Task instructions: Each line from the one holding "Please list the nodes and edges formed by all" to the last line below must be written out exactly, with no other output.
--
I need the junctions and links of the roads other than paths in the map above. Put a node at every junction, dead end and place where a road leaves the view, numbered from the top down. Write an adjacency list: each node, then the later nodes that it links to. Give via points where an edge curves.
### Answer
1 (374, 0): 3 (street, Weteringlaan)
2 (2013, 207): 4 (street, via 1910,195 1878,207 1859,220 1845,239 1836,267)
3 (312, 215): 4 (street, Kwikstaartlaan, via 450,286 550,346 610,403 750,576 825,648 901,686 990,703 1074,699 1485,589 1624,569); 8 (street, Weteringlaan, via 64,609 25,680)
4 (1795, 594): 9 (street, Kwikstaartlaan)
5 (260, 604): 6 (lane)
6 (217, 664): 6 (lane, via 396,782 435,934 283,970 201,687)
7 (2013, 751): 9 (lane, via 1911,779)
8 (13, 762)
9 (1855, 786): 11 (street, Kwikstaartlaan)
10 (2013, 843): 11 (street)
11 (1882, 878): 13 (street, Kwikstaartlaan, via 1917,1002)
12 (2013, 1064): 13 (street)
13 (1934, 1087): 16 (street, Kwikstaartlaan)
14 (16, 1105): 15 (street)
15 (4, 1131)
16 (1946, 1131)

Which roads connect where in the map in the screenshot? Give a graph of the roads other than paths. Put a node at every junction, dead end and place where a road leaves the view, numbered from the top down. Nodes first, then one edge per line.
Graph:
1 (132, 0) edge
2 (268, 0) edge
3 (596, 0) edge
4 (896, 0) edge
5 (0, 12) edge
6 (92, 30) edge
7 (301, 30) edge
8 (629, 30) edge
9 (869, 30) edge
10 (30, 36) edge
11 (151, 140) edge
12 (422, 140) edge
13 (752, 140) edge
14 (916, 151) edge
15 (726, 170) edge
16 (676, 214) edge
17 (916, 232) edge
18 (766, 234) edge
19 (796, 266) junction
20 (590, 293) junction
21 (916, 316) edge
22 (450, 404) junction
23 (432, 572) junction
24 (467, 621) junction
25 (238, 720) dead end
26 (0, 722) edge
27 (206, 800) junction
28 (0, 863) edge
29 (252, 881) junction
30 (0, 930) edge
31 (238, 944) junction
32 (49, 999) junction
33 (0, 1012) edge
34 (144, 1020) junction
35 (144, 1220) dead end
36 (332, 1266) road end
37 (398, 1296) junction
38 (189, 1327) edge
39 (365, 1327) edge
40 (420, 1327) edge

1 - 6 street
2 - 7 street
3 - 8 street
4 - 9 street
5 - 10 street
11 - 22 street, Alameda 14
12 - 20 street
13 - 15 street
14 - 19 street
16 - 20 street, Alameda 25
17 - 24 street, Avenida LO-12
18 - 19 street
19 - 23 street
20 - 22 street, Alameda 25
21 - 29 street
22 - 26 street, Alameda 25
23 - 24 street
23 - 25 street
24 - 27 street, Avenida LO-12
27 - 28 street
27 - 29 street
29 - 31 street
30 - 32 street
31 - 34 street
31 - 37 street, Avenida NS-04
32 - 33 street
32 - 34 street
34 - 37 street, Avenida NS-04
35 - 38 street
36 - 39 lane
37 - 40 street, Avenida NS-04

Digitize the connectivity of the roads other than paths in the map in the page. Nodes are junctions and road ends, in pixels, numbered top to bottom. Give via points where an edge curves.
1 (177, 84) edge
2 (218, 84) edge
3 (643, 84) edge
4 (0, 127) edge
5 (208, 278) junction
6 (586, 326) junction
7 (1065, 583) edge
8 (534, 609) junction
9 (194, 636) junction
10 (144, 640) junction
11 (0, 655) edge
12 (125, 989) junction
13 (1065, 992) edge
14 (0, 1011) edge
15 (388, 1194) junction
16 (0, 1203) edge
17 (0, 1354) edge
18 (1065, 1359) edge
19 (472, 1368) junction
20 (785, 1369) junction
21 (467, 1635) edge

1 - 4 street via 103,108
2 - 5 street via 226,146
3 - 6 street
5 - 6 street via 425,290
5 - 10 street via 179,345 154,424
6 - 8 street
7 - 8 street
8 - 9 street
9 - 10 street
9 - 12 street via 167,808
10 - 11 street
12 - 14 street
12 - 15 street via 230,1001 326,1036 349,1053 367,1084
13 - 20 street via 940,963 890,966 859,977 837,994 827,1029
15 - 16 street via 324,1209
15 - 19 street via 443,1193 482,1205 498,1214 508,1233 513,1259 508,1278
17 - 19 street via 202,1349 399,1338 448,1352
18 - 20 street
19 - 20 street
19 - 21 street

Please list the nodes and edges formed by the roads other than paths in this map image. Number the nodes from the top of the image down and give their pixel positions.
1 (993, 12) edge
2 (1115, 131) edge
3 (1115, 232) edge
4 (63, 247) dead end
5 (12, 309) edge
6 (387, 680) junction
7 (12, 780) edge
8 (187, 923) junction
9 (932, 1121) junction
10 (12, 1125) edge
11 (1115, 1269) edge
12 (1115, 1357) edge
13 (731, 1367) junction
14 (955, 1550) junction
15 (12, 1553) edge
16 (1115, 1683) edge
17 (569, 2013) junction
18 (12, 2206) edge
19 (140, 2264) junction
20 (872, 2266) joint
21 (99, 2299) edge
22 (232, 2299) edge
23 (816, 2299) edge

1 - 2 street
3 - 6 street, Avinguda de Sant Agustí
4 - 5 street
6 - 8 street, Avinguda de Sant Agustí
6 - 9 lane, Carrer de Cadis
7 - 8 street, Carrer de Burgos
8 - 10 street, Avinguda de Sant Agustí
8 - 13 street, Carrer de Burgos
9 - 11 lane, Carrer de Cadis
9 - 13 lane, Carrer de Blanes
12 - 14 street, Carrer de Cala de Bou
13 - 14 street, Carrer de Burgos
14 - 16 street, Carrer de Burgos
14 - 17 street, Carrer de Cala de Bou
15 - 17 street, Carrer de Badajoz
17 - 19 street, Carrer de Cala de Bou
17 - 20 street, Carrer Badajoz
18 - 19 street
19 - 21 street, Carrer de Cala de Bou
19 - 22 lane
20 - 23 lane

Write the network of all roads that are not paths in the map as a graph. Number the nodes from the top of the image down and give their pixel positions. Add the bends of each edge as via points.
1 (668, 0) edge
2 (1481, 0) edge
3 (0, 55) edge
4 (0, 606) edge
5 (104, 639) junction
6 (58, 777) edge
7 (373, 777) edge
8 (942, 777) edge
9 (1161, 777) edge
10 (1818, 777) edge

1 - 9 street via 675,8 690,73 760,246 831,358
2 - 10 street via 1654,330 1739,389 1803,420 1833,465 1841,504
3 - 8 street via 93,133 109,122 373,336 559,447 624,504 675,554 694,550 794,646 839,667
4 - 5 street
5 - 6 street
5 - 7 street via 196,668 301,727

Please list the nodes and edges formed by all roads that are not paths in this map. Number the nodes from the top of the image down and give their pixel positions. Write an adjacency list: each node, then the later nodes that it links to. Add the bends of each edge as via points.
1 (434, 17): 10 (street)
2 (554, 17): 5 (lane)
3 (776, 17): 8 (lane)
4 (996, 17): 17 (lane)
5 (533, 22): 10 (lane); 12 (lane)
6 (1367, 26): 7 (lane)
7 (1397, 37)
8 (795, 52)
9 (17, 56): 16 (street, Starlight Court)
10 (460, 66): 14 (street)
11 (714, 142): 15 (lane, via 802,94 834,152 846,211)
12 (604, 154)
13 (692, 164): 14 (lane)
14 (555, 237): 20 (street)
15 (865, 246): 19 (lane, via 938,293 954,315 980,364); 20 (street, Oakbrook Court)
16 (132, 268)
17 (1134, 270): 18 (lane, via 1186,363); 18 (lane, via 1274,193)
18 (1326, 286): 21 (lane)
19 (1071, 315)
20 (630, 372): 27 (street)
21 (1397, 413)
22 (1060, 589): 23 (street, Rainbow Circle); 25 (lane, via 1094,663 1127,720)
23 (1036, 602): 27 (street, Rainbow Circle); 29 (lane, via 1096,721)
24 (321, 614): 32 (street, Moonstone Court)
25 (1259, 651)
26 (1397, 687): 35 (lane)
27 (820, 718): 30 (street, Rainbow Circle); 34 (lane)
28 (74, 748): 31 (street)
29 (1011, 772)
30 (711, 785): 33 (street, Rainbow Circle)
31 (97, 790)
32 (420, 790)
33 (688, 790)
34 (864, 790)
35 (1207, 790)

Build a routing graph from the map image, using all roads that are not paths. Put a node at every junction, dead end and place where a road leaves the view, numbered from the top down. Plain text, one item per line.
--
Solution to this exercise:
Please list the nodes and edges formed by all roads that are not paths in this map. Number the nodes from the top of the image down and give their pixel positions. Write an adjacency list: each node, then the later nodes that it links to. Add the bends of each edge as via points.
1 (434, 17): 10 (street)
2 (554, 17): 5 (lane)
3 (776, 17): 8 (lane)
4 (996, 17): 17 (lane)
5 (533, 22): 10 (lane); 12 (lane)
6 (1367, 26): 7 (lane)
7 (1397, 37)
8 (795, 52)
9 (17, 56): 16 (street, Starlight Court)
10 (460, 66): 14 (street)
11 (714, 142): 15 (lane, via 802,94 834,152 846,211)
12 (604, 154)
13 (692, 164): 14 (lane)
14 (555, 237): 20 (street)
15 (865, 246): 19 (lane, via 938,293 954,315 980,364); 20 (street, Oakbrook Court)
16 (132, 268)
17 (1134, 270): 18 (lane, via 1186,363); 18 (lane, via 1274,193)
18 (1326, 286): 21 (lane)
19 (1071, 315)
20 (630, 372): 27 (street)
21 (1397, 413)
22 (1060, 589): 23 (street, Rainbow Circle); 25 (lane, via 1094,663 1127,720)
23 (1036, 602): 27 (street, Rainbow Circle); 29 (lane, via 1096,721)
24 (321, 614): 32 (street, Moonstone Court)
25 (1259, 651)
26 (1397, 687): 35 (lane)
27 (820, 718): 30 (street, Rainbow Circle); 34 (lane)
28 (74, 748): 31 (street)
29 (1011, 772)
30 (711, 785): 33 (street, Rainbow Circle)
31 (97, 790)
32 (420, 790)
33 (688, 790)
34 (864, 790)
35 (1207, 790)

Build a routing graph from the map image, using all roads that are not paths. Put a node at every junction, dead end and place where a road leaves the view, numbered from the top down. Plain text, one item per line.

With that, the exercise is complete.